The team collects information on the movement patterns of staff as they go about their routine and urgent care duties, and they speak with staff about the challenges of their work and the need to multitask. They collect approximately 1000 pieces of information at each facility, detailing staff movement, medication administration procedures, catheter accessing, chair and machine cleaning between shifts, and other staff and patient activities. The engineers will often consider questions like these: If everyone understands the need for hand hygiene before and after touching the access site, why is this policy breached in some instances? What factors, such as space restraints, location of sinks and hand gel dispensers, competing priorities, drying effects of the alcohol-based gel on the skin, local practice culture, or other factors, may contribute to observed breaches in best practice? What unique aspects of each dialysis unit facilitate their staff “doing the right thing” every time?

NTDS, CDC, and the human factors engineers are compiling an overview report for each of these dialysis facilities. These reports outline the “facilitators” and “barriers” to delivering best-practice care in each of the four domains examined. After all six visits are completed, the team will then compile a detailed analysis of all data, allowing additional analysis of practices, facilitators, and barriers, and identify ways to improve or redesign processes to reduce infections and other unintended complications.

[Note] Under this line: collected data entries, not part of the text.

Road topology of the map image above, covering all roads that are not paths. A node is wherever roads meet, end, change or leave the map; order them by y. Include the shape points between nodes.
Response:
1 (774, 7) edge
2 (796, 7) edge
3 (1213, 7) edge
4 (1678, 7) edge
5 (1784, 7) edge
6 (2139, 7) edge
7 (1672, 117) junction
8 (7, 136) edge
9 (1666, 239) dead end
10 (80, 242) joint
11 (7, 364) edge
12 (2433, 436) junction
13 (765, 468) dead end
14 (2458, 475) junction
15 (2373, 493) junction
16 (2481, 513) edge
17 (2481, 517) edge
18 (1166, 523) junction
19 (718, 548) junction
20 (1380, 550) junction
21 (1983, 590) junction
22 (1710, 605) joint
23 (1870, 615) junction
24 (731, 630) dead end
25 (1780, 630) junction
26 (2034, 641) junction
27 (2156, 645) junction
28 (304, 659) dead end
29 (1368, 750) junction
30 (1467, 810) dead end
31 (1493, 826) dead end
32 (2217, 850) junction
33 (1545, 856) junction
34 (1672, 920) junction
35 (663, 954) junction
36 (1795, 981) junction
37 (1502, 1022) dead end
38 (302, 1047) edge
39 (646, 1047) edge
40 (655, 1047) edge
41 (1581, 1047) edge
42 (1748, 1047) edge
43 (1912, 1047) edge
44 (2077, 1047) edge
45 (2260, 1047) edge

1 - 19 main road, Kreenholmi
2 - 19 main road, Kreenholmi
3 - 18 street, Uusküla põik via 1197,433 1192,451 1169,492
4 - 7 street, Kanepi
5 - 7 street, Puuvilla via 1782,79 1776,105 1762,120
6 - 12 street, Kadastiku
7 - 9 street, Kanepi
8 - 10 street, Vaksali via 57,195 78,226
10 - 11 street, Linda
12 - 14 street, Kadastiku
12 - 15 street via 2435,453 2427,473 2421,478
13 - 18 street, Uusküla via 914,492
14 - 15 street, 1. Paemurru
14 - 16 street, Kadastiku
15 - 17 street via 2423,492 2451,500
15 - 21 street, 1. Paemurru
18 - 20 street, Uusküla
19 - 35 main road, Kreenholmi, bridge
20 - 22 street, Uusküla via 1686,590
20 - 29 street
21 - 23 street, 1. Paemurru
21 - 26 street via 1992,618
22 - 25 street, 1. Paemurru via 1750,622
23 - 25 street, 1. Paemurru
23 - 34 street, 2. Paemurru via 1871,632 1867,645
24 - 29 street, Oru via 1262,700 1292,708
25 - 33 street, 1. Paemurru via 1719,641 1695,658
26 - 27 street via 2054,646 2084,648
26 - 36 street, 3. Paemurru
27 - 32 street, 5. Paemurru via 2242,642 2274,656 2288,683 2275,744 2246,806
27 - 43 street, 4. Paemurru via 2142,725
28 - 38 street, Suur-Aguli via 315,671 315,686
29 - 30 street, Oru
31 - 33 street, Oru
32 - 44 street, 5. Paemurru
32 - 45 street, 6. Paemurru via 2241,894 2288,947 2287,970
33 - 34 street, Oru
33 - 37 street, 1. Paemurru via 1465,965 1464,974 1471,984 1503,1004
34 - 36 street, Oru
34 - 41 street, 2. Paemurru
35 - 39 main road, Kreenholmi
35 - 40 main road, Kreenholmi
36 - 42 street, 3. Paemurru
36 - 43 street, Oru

The NTDS project, now in its third year, has taught us that three essential components can make care safer in dialysis facilities:

  1. Knowledge of best practice. Every dialysis facility and all staff members need to understand what evidence-based best practice is, how to deliver it to their patients, and how to provide ongoing monitoring of these practices to sustain best care.

  2. Effective and inspiring leadership. Nursing and medical leaders who can inspire their staff to better serve patients are the glue that holds a staff together and the vision of where a facility needs to go. By the example of their own practice, these leaders show how good communication, receptivity to feedback, examination of data from the patient cohort, and ability to respond effectively to clinical challenges all lead to happier staff and healthier patients.

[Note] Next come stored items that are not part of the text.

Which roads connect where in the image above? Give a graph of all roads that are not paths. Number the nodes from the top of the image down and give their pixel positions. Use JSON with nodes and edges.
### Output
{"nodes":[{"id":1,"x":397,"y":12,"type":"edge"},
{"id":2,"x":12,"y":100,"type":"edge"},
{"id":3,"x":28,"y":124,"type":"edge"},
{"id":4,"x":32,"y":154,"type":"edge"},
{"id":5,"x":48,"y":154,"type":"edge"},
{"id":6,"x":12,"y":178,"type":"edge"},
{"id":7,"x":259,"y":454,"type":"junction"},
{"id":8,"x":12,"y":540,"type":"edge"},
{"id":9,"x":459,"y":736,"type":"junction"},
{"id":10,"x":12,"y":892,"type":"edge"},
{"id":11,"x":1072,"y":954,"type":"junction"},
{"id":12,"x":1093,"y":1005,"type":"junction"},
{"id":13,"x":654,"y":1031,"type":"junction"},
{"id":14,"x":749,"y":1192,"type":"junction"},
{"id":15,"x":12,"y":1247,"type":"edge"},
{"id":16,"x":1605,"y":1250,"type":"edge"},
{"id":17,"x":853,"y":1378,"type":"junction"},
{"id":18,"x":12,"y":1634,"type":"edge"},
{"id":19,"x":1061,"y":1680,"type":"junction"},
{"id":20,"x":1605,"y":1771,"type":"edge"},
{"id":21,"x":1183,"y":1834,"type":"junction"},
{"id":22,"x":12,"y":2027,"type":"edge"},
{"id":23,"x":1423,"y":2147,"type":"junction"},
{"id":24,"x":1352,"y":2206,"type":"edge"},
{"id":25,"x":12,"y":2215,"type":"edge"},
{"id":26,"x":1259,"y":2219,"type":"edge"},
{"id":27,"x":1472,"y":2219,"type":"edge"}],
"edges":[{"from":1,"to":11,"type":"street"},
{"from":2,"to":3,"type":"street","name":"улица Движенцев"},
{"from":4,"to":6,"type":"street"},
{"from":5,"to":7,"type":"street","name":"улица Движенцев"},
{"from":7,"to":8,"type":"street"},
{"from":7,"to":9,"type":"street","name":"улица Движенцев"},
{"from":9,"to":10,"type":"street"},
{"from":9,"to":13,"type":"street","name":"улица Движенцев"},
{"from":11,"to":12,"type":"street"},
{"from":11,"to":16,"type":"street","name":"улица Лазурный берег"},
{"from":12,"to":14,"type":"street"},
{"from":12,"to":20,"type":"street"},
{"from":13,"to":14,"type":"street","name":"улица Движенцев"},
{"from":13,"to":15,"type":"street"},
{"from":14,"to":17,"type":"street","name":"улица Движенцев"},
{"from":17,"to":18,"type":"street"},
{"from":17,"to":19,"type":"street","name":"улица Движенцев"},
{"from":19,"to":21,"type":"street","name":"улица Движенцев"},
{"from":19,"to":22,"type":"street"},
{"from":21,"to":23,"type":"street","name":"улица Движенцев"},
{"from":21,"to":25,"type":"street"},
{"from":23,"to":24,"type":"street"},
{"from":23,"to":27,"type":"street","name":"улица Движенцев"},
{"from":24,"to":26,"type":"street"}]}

  3. Analysis of how facility policies and procedures translate to direct care. Human factors engineering provides the tools and the analytic techniques to understand the reality of a unit as it operates and to identify what potential system redesigns might provide improved outcomes for staff and patients alike. We might find some procedures that are most successful and can be shared among all dialysis units. We may find barriers that many facilities have in common, and potential solutions with widespread opportunity for improvement.

Our team is working together to target zero infections in dialysis units. These efforts may help change the current reality, whereby more hospital days are caused by infection than cardiovascular disease, or when one in ten dialysis patients dies of complications of infectious disease. We can get to zero preventable infections for our dialysis patients.